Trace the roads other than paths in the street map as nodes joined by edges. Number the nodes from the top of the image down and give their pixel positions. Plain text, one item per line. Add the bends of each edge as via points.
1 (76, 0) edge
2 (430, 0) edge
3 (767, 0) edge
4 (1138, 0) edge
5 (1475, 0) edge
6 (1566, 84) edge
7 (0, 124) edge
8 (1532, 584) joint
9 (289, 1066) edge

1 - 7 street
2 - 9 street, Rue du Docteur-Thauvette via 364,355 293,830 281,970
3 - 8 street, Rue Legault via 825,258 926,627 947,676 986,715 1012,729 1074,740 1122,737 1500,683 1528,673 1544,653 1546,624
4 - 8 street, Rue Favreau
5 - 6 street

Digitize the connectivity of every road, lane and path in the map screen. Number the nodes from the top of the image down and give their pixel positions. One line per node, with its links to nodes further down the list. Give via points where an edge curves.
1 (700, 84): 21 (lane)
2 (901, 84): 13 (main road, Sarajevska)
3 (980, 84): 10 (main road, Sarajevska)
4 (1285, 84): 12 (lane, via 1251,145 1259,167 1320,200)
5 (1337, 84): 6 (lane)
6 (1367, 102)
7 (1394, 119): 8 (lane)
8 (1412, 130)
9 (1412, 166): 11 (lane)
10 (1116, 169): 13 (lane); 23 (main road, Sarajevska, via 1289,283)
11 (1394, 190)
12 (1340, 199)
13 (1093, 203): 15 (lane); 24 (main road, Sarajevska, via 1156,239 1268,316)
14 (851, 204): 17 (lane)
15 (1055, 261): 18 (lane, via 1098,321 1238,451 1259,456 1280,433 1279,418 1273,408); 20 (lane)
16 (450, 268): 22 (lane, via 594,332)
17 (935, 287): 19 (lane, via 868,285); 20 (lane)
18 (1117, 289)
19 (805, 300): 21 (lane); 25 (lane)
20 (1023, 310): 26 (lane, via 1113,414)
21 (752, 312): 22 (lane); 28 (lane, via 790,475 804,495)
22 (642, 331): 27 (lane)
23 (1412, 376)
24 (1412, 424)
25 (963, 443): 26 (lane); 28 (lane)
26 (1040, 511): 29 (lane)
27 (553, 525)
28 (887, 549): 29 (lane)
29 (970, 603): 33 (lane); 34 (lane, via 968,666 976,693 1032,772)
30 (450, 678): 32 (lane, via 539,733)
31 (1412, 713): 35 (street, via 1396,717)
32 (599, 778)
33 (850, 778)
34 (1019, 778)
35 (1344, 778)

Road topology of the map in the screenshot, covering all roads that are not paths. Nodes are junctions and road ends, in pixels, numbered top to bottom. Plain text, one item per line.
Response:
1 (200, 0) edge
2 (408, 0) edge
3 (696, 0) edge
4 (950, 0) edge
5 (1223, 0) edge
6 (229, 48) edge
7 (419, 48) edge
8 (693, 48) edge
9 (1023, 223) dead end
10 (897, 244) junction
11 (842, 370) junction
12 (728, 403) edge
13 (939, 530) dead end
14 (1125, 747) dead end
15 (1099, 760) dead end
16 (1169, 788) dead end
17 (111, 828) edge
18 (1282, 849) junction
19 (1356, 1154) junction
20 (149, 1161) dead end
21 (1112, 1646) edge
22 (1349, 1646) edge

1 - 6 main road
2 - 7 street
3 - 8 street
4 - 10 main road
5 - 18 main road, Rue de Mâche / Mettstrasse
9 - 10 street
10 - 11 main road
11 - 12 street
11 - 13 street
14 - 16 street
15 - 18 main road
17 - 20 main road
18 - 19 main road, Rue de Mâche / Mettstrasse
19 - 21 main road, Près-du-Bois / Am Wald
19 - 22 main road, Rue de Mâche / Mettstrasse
* * * * *
**Exercise requirements**
Print again the material above, limited to the lines from the one holding "Road topology of" through the last, inclusive.

**Task answer**
Road topology of the map in the screenshot, covering all roads that are not paths. Nodes are junctions and road ends, in pixels, numbered top to bottom. Plain text, one item per line.
Response:
1 (200, 0) edge
2 (408, 0) edge
3 (696, 0) edge
4 (950, 0) edge
5 (1223, 0) edge
6 (229, 48) edge
7 (419, 48) edge
8 (693, 48) edge
9 (1023, 223) dead end
10 (897, 244) junction
11 (842, 370) junction
12 (728, 403) edge
13 (939, 530) dead end
14 (1125, 747) dead end
15 (1099, 760) dead end
16 (1169, 788) dead end
17 (111, 828) edge
18 (1282, 849) junction
19 (1356, 1154) junction
20 (149, 1161) dead end
21 (1112, 1646) edge
22 (1349, 1646) edge

1 - 6 main road
2 - 7 street
3 - 8 street
4 - 10 main road
5 - 18 main road, Rue de Mâche / Mettstrasse
9 - 10 street
10 - 11 main road
11 - 12 street
11 - 13 street
14 - 16 street
15 - 18 main road
17 - 20 main road
18 - 19 main road, Rue de Mâche / Mettstrasse
19 - 21 main road, Près-du-Bois / Am Wald
19 - 22 main road, Rue de Mâche / Mettstrasse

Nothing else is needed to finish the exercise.